Less than a block north of the Church of Saint-Germain-des-Prés and the bustling square in front of it stood a neat storefront with discreet gold letters on its windows.
LIBRAIRIE FORTIER
Spécialiste des documents, lettres, gravures,
et livres de voyages anciens
du 15ème et du 16ème siècle.
The shop was locked. Its shades were pulled halfway down. A sign on the door said that it was open by appointment only.
“Now what?” Lily said.
“He’s in there,” said Becca, crouching. “I see him buzzing around inside. He’s a little man, elderly, very short.” She rang the bell, then knocked on the door.
A man with frizzy gray hair peeked out from under the shade and sho
ok his head. “Appointment only!”
“Can we make an appointment?” Darrell said through the window. “It’s important.”
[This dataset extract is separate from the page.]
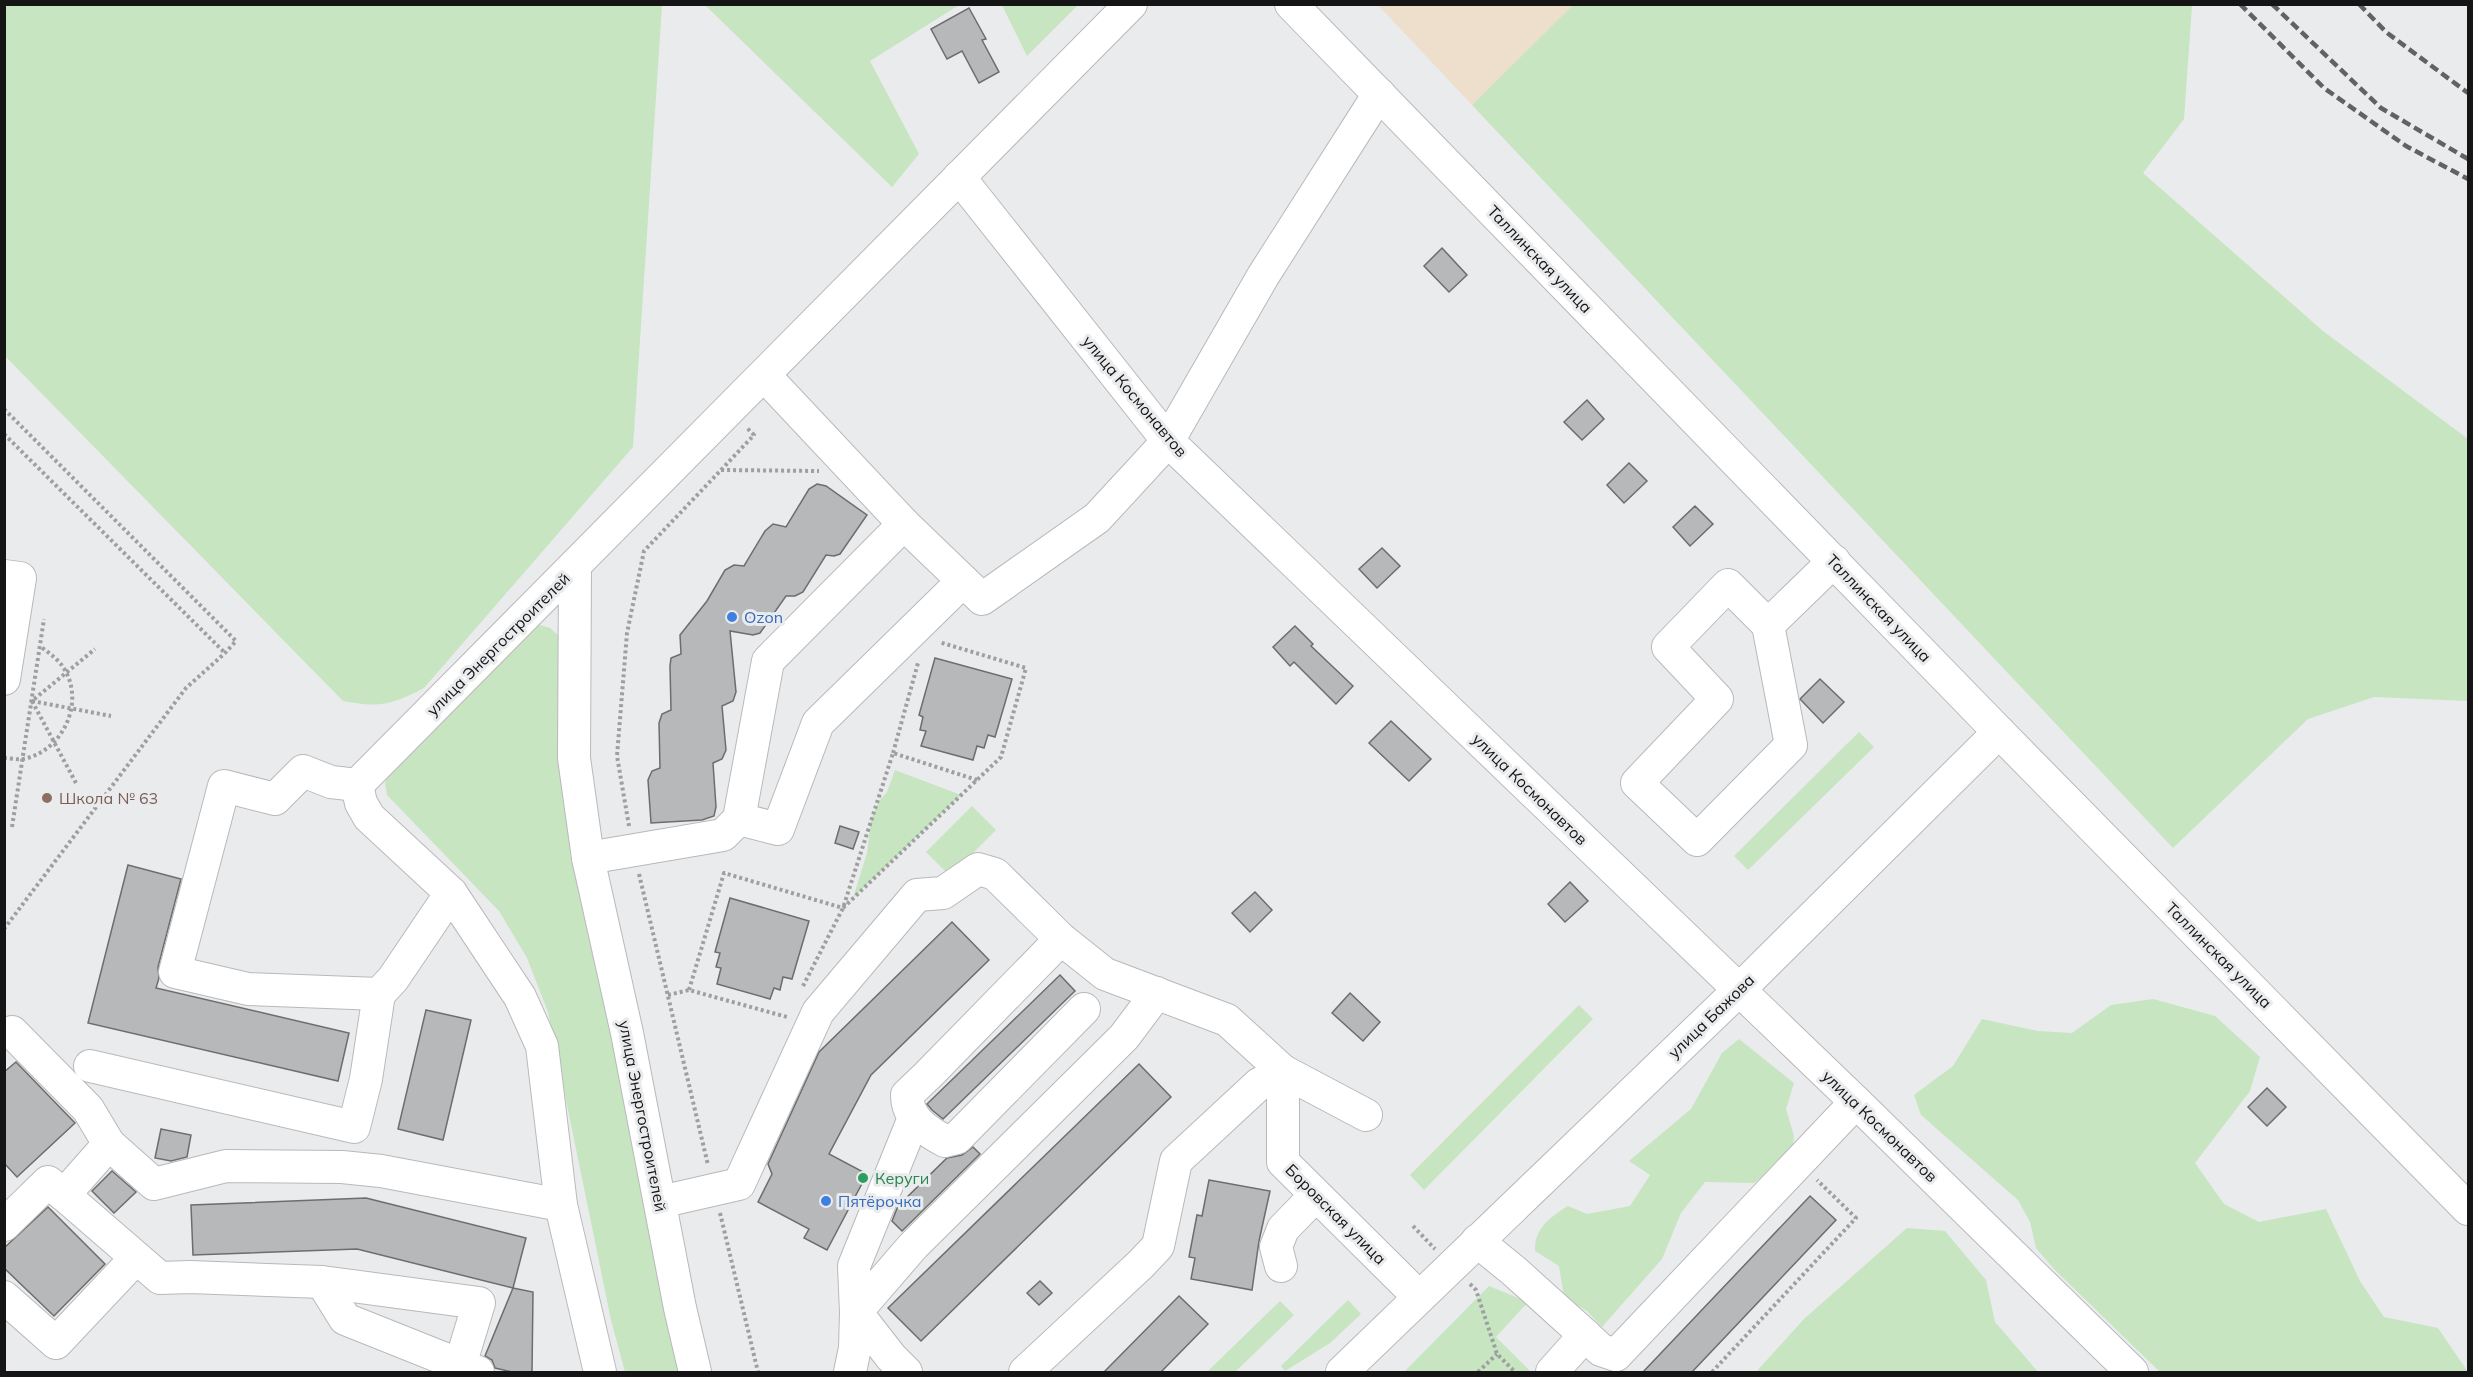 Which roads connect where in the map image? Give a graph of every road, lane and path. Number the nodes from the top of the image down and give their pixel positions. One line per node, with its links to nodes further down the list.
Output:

The man jerked his shoulders up and down as if he were annoyed. Glaring at each of them through a pair of thick glasses, and spending the longest time on Sara, he seemed nervous. “Yes, no, when for?”
“For now?” Wade said.
The man muttered a long string of what might have been curses under his breath, then finally pulled up the shade just as a tall fierce-faced woman with a mop of gray hair emerged from the back of the shop. From the bulge under the arm of her sweater, it was obvious that she was packing a weapon.
“What for do you want my husband with?” she growled through the window.
“We must locate some documen . . . ,” Sara said. She then rifled through her bag, took out her ID from the University of Texas Archives, and pressed it against the window.
“My mom’s the real deal,” Darrell added.
The woman studied the ID card closely, then sneered and unlocked the door. As they entered, the man frisked the boys, and the woman frisked Sara and the girls.
“You see, I was some months robbed ago,” Mr. Fortier said. “It was not terrific—”
“We know,” said Wade. “Someone stole the Voytsdorf Ledger.”
“You—how—what? This was not the newspapers in!”
Lily nodded. “We know the thief was a man by the name of Oskar Gerrenhausen. He stole the ledger for Galina Krause, a very bad lady.”
“A very bad lady collector?” Mrs. Fortier asked.
“Sort of,” said Wade. “It happened like this. . . .”
Henri Fortier and his wife grew more astounded at each new part of the story. Finally, they both seemed satisfied that the Kaplans were not there to rob the shop.
“Back in office come,” he said. “Tell me what you seek for.”
While Mrs. Fortier cast her watchful eyes on them, her husband listened to their questions about Floréal Muguet. During Becca’s explanation about the Guardian crypt in Berlin, Fortier suddenly bounded up from his chair, rolled a small wooden step stool down a length of shelving, and began fishing around on the very highest shelf.